Yeah, I know the FPS is less than ideal for some applications and I know that I feel much more secure with dual card slots. But I've grown to like this camera a lot more than I ever thought I would. I'm not ready to sell the 5Div but can really see me moving to a 100% mirrorless kit in the future.

I am leaving on a trekking trip next month. Ordinarily, I'd bring a lens triad and my 5Div to give me the most options and best battery life. But you know, when I lift up each camera and compare the weight, I might just bring the RP with 4 or 5 batteries. Anybody out there having similar thoughts?


----------



## old-pr-pix (May 14, 2019)

I went to the dark side several years ago when I bought into the m43 system. The smaller sensor is more than good enough for almost everything I shoot and the lighter lenses are a real bonus. The m43 stuff gets most of my work now days. Yet, I kept my Canon gear - partly because I like the native 3:2 aspect ratio a lot better for wide angle stuff. While the RP isn't the same weight savings as m43 gear, the new bodies and certain lenses (i.e. 70-200) look to be enough smaller than the EF versions to get my attention. It's about time for me to update my older generation Canon lenses anyway.


----------



## neuroanatomist (May 14, 2019)

JPAZ said:


> Anybody out there having similar thoughts?

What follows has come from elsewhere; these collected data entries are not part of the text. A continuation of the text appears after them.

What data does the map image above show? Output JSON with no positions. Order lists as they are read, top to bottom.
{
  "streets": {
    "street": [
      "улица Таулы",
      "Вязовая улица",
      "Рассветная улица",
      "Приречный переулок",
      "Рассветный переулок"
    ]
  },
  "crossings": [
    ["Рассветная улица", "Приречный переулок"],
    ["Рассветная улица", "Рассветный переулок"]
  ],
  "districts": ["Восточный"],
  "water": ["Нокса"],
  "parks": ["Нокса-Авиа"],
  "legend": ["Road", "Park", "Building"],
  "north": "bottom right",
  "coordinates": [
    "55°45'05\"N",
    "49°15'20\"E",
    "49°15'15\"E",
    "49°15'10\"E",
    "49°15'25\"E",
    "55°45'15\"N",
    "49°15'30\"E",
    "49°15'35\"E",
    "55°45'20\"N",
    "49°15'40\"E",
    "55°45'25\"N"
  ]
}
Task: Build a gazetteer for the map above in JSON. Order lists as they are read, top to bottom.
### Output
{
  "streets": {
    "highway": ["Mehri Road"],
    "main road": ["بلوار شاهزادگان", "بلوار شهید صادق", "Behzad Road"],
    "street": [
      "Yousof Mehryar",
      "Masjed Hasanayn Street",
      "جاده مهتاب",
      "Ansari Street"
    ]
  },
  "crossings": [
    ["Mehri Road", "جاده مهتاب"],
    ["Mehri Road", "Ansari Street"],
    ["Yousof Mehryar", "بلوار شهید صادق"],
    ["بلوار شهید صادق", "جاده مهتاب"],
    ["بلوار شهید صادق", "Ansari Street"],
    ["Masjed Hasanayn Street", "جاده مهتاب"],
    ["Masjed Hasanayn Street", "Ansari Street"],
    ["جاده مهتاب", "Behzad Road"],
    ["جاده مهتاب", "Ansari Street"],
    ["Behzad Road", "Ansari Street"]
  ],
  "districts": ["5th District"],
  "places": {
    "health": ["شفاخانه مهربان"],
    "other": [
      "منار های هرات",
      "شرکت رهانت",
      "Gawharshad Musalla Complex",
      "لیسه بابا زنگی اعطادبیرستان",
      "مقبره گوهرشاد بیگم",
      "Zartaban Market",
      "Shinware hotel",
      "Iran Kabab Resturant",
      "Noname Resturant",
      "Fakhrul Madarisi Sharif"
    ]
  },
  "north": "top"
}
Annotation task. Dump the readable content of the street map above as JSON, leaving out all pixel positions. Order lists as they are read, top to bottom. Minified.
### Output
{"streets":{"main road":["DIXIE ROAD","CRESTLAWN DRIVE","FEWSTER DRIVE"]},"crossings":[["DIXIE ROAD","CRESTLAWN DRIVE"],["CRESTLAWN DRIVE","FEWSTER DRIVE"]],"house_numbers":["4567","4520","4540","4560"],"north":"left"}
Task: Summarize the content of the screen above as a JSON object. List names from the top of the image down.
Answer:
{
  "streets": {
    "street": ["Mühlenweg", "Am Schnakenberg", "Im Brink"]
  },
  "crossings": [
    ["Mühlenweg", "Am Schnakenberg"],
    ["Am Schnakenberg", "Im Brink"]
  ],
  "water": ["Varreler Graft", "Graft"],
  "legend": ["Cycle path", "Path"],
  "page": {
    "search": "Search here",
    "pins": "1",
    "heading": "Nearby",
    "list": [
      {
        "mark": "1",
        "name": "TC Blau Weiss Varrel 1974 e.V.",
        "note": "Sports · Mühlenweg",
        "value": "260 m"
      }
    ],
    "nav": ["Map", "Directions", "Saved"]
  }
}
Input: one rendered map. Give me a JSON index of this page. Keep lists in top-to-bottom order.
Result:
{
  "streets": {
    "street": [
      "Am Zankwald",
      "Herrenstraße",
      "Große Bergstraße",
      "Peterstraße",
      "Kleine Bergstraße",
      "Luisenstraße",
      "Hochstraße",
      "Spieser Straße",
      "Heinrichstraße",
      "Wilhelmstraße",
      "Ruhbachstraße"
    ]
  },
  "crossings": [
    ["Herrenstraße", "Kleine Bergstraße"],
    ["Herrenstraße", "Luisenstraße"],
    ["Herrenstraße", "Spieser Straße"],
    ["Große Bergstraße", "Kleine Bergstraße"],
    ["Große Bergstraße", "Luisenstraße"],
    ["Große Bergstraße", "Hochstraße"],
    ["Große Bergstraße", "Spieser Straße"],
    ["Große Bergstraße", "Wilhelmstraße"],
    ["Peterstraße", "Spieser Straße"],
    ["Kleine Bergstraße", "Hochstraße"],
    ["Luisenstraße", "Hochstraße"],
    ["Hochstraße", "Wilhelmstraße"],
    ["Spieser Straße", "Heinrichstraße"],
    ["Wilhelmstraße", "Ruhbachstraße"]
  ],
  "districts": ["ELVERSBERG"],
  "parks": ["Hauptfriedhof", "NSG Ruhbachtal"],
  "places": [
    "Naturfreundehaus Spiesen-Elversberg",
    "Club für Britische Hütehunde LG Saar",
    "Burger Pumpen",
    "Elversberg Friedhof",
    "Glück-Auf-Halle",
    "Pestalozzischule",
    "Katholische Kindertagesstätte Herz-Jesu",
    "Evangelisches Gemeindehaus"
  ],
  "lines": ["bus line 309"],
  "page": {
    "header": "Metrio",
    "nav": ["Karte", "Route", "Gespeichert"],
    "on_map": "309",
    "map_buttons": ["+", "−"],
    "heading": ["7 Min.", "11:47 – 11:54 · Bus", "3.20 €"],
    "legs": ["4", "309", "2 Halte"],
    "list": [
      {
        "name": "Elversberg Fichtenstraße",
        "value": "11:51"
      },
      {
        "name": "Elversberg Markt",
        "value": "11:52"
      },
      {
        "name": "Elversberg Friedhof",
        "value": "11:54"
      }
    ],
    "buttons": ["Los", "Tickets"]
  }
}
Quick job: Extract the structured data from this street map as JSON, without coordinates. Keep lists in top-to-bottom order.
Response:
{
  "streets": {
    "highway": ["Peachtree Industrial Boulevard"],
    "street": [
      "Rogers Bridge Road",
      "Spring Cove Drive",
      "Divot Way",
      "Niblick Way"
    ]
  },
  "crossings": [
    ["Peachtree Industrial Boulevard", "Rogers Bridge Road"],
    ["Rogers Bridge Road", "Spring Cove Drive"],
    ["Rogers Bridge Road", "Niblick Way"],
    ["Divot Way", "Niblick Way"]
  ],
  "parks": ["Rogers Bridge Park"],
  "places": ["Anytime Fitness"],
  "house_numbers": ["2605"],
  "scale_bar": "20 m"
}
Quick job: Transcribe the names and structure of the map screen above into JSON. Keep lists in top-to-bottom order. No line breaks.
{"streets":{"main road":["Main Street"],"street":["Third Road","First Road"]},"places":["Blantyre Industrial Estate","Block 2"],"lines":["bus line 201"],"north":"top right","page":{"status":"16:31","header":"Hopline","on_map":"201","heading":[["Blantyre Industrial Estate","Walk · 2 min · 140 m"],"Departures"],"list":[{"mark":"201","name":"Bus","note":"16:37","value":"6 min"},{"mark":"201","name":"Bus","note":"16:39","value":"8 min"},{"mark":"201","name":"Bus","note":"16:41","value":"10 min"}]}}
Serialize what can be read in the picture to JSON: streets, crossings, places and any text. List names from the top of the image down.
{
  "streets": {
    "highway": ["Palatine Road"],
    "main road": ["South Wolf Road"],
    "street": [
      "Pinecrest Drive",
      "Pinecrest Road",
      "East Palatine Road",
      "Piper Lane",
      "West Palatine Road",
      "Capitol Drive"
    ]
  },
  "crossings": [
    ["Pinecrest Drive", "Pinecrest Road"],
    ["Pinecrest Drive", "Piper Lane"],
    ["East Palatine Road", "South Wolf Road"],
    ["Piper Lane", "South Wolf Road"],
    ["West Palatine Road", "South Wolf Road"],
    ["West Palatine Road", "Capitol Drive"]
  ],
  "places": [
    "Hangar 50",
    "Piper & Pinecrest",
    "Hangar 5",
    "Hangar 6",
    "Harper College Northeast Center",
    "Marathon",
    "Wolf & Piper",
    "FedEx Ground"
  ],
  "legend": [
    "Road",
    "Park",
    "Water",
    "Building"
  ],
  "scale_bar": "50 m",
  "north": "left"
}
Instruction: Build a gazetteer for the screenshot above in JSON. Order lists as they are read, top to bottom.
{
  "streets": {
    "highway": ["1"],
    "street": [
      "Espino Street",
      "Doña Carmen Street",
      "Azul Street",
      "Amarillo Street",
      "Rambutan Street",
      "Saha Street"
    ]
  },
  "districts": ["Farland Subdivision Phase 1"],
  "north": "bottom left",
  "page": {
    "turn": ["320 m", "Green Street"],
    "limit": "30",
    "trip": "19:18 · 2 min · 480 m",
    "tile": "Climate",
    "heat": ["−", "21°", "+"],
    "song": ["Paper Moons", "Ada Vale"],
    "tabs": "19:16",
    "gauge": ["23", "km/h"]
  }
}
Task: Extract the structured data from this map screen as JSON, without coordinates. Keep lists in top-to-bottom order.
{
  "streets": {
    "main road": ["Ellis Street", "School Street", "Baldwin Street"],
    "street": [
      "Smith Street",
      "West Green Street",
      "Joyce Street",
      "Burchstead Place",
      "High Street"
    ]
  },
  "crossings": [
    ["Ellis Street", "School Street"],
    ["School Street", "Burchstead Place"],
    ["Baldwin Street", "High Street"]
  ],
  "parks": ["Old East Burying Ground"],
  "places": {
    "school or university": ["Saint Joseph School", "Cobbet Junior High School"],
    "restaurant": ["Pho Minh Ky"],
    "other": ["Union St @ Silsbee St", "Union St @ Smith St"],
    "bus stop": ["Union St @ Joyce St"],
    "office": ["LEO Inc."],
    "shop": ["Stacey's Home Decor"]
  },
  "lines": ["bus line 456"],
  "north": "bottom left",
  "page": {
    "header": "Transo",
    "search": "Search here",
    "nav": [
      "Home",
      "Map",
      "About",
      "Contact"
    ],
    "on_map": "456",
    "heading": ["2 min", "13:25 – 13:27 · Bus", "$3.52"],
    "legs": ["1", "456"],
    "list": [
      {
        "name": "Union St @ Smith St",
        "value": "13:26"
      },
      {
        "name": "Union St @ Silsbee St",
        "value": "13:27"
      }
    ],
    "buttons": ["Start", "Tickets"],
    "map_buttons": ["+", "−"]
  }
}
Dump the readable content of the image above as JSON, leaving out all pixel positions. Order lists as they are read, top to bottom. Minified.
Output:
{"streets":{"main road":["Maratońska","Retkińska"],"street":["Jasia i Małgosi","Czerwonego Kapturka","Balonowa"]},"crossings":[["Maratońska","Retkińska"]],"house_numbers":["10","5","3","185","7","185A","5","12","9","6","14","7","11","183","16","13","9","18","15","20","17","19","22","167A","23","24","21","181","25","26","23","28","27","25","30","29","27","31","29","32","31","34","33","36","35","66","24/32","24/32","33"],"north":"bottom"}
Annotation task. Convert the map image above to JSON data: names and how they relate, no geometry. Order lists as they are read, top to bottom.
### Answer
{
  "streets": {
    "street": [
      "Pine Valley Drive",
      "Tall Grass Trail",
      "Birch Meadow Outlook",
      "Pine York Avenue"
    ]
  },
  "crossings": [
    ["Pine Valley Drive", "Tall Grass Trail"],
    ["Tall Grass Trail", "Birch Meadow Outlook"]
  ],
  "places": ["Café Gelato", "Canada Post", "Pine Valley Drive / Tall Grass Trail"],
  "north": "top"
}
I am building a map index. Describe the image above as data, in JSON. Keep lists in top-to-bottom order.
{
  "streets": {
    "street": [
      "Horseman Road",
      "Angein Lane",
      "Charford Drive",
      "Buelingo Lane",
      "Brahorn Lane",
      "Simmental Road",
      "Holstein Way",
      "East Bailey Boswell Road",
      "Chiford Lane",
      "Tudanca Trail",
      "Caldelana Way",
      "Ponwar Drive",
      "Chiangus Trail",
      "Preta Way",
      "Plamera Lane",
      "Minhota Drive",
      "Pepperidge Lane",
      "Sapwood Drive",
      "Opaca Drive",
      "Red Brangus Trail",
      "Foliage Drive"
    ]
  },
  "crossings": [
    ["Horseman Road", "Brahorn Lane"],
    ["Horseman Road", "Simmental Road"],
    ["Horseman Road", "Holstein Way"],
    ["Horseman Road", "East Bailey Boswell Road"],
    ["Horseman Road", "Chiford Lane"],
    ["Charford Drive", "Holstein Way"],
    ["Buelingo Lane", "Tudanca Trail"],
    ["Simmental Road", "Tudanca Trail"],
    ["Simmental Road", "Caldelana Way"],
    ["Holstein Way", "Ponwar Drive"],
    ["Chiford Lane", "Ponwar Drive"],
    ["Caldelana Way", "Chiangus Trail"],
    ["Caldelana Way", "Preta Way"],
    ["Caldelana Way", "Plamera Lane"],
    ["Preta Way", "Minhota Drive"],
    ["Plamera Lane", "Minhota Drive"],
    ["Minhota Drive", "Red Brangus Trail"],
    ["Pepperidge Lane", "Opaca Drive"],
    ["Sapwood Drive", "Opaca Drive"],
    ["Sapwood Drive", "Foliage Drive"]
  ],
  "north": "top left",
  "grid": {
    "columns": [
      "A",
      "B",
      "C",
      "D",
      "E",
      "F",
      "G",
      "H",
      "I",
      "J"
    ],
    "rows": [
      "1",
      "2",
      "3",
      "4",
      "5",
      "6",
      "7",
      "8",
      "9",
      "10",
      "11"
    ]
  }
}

Not me...the 1D X remains my go-to camera for most uses. The R will definitely be for travel. For an upcoming hike to a mountain top (well, a mountain for New England – in my native California we’d call it a foothill), I’ll probably take the M6.


----------



## jnagooyen (May 14, 2019)

I don't exactly have the same experience as you (I upgraded to the RP from an 80D) but I mirror your thoughts on the RP. I upgraded because I need something that performs better in low light and not that interested in shooting video. Despite all the negative press, I went ahead and purchased it knowing that I'd be using it mostly for landscapes and portraits. I took it out on my first shoot yesterday and really enjoyed using it, the 24-105mm is great and my 85mm 1.8 EF lens performed beautifully on it. I don't get to do much traveling these days with 4 little ones (and probably won't be doing much beyond occasional road trips because airfare will be astronomical) but there's plenty here in San Diego to photograph and I look forward to using it more. Anyway, I felt compelled to respond because the negative opinions far outweigh the positive and I'm hoping more posts/blogs/vlogs, etc reflect the positive aspects of the RP.


----------



## koenkooi (May 14, 2019)

I planned to get an R around the time there was a promotion to rent an R/RP + RF lenses for a week, for free. So I rented the RP + RF50 + RF24-105 + polarizing adapter. I liked it a lot, but hated how it rubbed the skin away near my ring finger. So 2 days into the rental period I bought the EG-E1 and that suddenly made it comfortable to hold and my wife still classified it as 'nice an small'.
In the end I didn't get the R, but bought an RP + 100mm L. A few months later I still don't have any regrets about that decision.


----------



## JPAZ (May 14, 2019)

koenkooi said:


> I bought the EG-E1 and that suddenly made it comfortable to hold and my wife still classified it as 'nice an small'.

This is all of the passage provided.